Hollywood celebrity Ashton Kutcher recently warned that Beijing could be using Chinese apps, including TikTok, to influence the minds of American citizens on topics such as the South China Sea and Taiwan. He conveyed his thoughts in an interview on the YouTube channel, “American Optimist,” run by entrepreneur Joe Lonsdale. TikTok is owned by ByteDance, a company headquartered in Beijing that has ties to the Chinese Communist Party (CCP).
During the interview, the 43-year-old actor predicted a “massive regulatory battle” for TikTok and pointed out that such platforms could be used to disseminate propaganda against Washington and Taipei. Constant exposure to biased content could influence American citizens to take a stronger stance against U.S. war efforts.
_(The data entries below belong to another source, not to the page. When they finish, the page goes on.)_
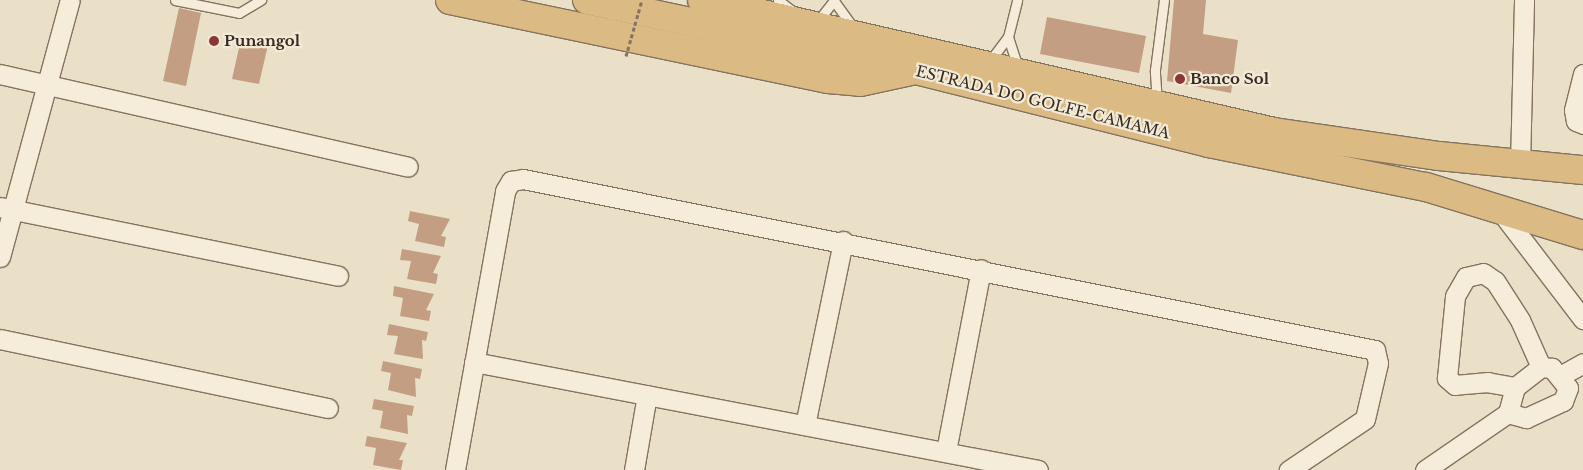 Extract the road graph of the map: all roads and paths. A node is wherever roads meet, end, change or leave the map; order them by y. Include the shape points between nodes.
1 (70, 0) edge
2 (176, 0) edge
3 (261, 0) edge
4 (450, 0) edge
5 (587, 0) edge
6 (642, 0) edge
7 (702, 0) edge
8 (778, 0) edge
9 (834, 0) edge
10 (1017, 0) edge
11 (1022, 0) edge
12 (1164, 0) edge
13 (1524, 0) edge
14 (1016, 10) junction
15 (809, 24) junction
16 (864, 36) junction
17 (1008, 38) junction
18 (626, 56) dead end
19 (968, 62) junction
20 (916, 70) junction
21 (0, 74) edge
22 (1583, 74) edge
23 (1029, 77) junction
24 (46, 85) junction
25 (1158, 108) junction
26 (1583, 124) edge
27 (1520, 165) junction
28 (408, 167) dead end
29 (1583, 170) edge
30 (7, 209) edge
31 (1506, 209) junction
32 (1583, 235) edge
33 (843, 241) junction
34 (0, 257) edge
35 (981, 269) junction
36 (338, 276) dead end
37 (1583, 319) edge
38 (0, 339) edge
39 (474, 362) junction
40 (1583, 363) edge
41 (1541, 367) junction
42 (1560, 376) junction
43 (1515, 387) junction
44 (647, 396) junction
45 (328, 408) dead end
46 (1508, 413) junction
47 (805, 424) junction
48 (946, 451) junction
49 (455, 470) edge
50 (634, 470) edge
51 (1038, 470) edge
52 (1289, 470) edge
53 (1425, 470) edge

1 - 24 street
2 - 3 lane via 239,13
4 - 20 highway via 828,79 860,82
5 - 20 highway, ESTRADA DO GOLFE-CAMAMA
6 - 18 path, bridge
7 - 15 highway, ESTRADA DO GOLFE-CAMAMA
8 - 15 lane
9 - 15 lane via 825,15
9 - 16 lane via 843,20
10 - 14 lane
11 - 14 lane
12 - 25 lane via 1155,70
13 - 27 street
14 - 17 lane
15 - 16 highway, ESTRADA DO GOLFE-CAMAMA
16 - 19 highway, ESTRADA DO GOLFE-CAMAMA
17 - 19 lane via 990,62
17 - 23 lane via 1017,66
19 - 23 highway, ESTRADA DO GOLFE-CAMAMA
20 - 31 highway, ESTRADA DO GOLFE-CAMAMA via 1209,144 1426,187
21 - 24 street
22 - 26 street via 1574,110 1576,120
23 - 25 highway, ESTRADA DO GOLFE-CAMAMA
24 - 28 street
24 - 30 street
25 - 27 highway, ESTRADA DO GOLFE-CAMAMA via 1358,145
27 - 29 highway, ESTRADA DO GOLFE-CAMAMA
30 - 34 street
30 - 36 street
31 - 32 highway, ESTRADA DO GOLFE-CAMAMA
31 - 37 street
33 - 35 street
33 - 39 street via 523,179 511,181 505,192
33 - 47 street
35 - 48 street
35 - 52 street via 1374,350 1378,363 1365,419
38 - 45 street
39 - 44 street
39 - 49 street
40 - 42 street
41 - 42 street via 1552,368
41 - 43 street
41 - 43 street via 1520,320 1495,281 1482,273 1466,277 1455,296 1447,378 1455,386 1488,382
42 - 46 street via 1568,388 1563,401 1526,418
43 - 46 street
44 - 47 street
44 - 50 street
46 - 53 street
47 - 48 street
48 - 51 street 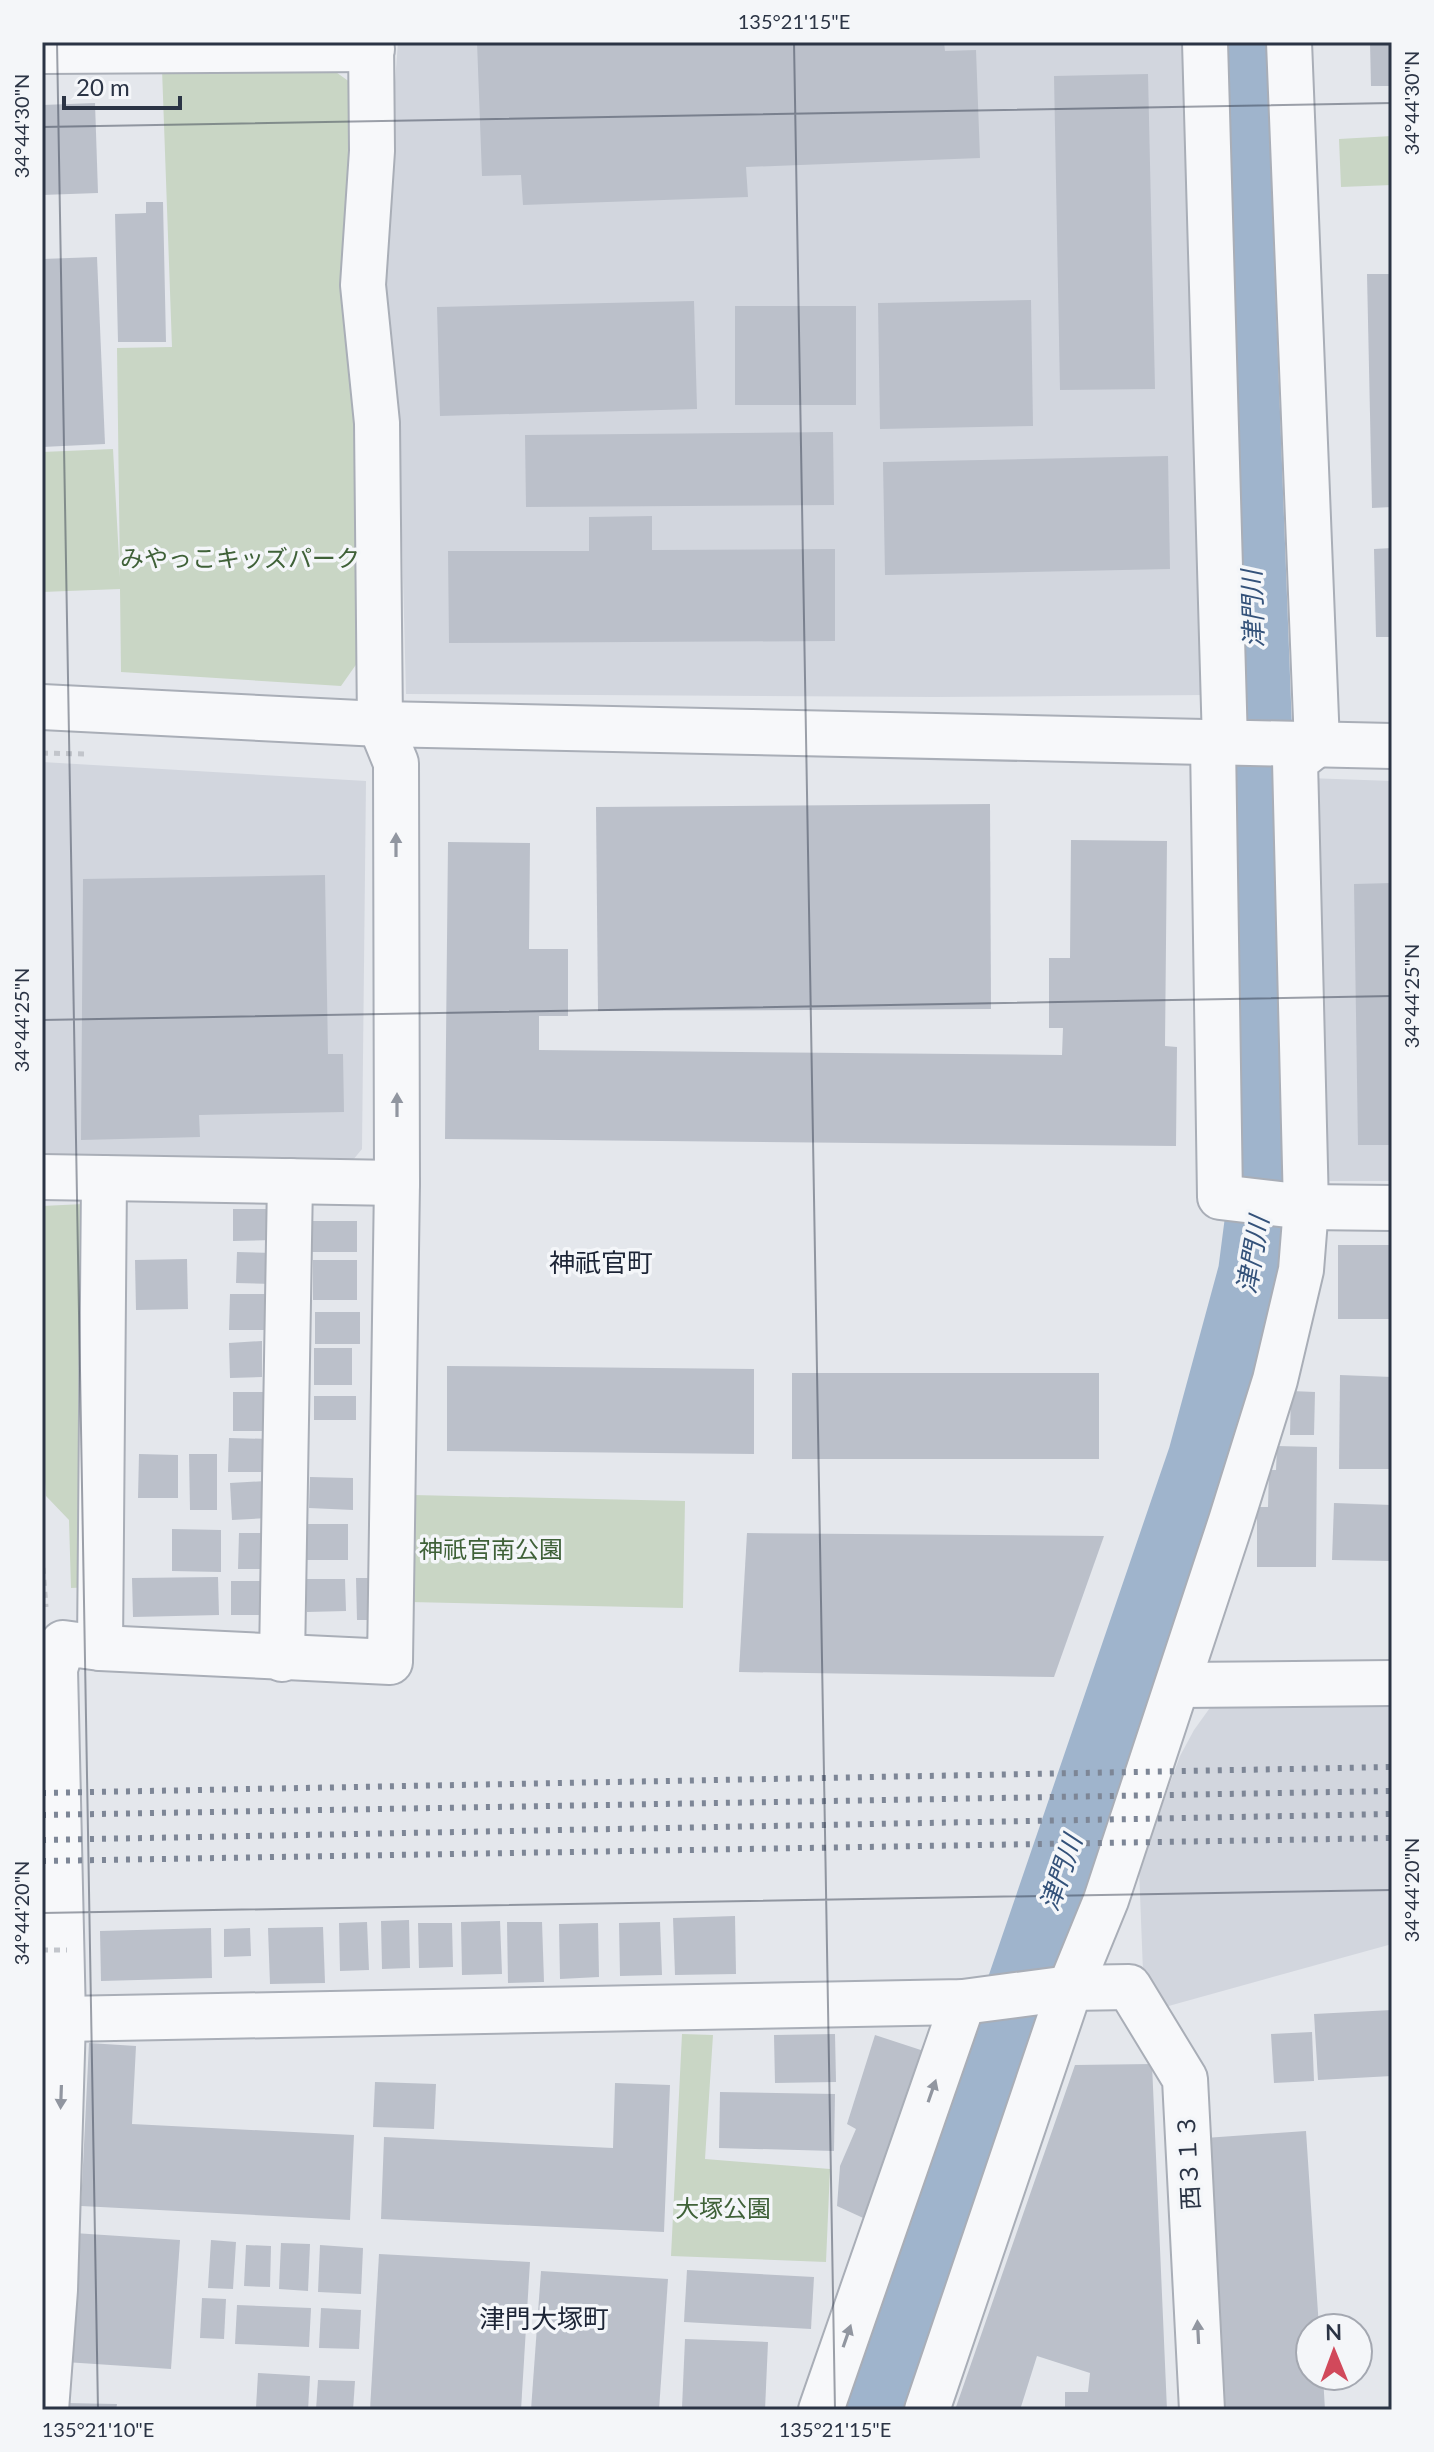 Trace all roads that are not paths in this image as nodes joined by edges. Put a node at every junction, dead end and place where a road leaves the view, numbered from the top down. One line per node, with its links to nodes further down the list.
1 (1205, 42): 7 (street)
2 (1289, 42): 8 (street)
3 (371, 46): 4 (street); 6 (street)
4 (42, 51)
5 (42, 707): 6 (street)
6 (380, 724): 7 (street); 13 (street, one-way to 6)
7 (1225, 743): 8 (street); 14 (street)
8 (1301, 743): 9 (street); 14 (street)
9 (1392, 746)
10 (42, 1177): 11 (street)
11 (104, 1178): 12 (street); 16 (street)
12 (290, 1181): 13 (street); 17 (street)
13 (397, 1183): 17 (street)
14 (1306, 1207): 15 (street); 19 (street)
15 (1392, 1208)
16 (70, 1633): 17 (street); 22 (street)
17 (282, 1659)
18 (1392, 1683): 19 (street)
19 (1179, 1685): 20 (street)
20 (1059, 1989): 21 (street); 25 (street); 26 (street, 西３１３, one-way to 20)
21 (970, 2001): 22 (street); 24 (street, one-way to 21)
22 (63, 2019): 23 (street, one-way to 23)
23 (46, 2410)
24 (821, 2410)
25 (927, 2410)
26 (1202, 2410)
“If I’m China and I want to create a problem in that area of the world, specifically a naval problem in that area of the world, in the South China Sea, I would probably want to utilize TikTok in order to influence the minds of Americans in an anti-U.S. propaganda, anti-Taiwanese propaganda effort in order to make any kind of war from the United States extraordinarily unpopular,” Kutcher said on the show.
Most people believe that media manipulation and misinformation campaigns are somehow not happening “through their sources,” but the actor states that this is not the case. Kutcher expects to “face a reckoning in that particular domain,” and believes that such an event would change how social media functions in the future.
Social media, five years from now, will not be the social media that exists today, the actor claims. If social media continues on its current path, Kutcher does not want his kids to engage with those platforms. However, he says that the decision would ultimately be made by his children themselves, as they are “extraordinarily educated” about the situation.
In contrast to Kutcher’s strong stance against Chinese apps, many Hollywood celebrities are seeking to appease China. In a January 29 tweet, actress Bette Midler demanded that China pay reparations for the COVID-19 pandemic, only to delete the tweet later without an explanation. Midler is a vocal anti-Trump activist and has blamed the former president for COVID-19 deaths in America.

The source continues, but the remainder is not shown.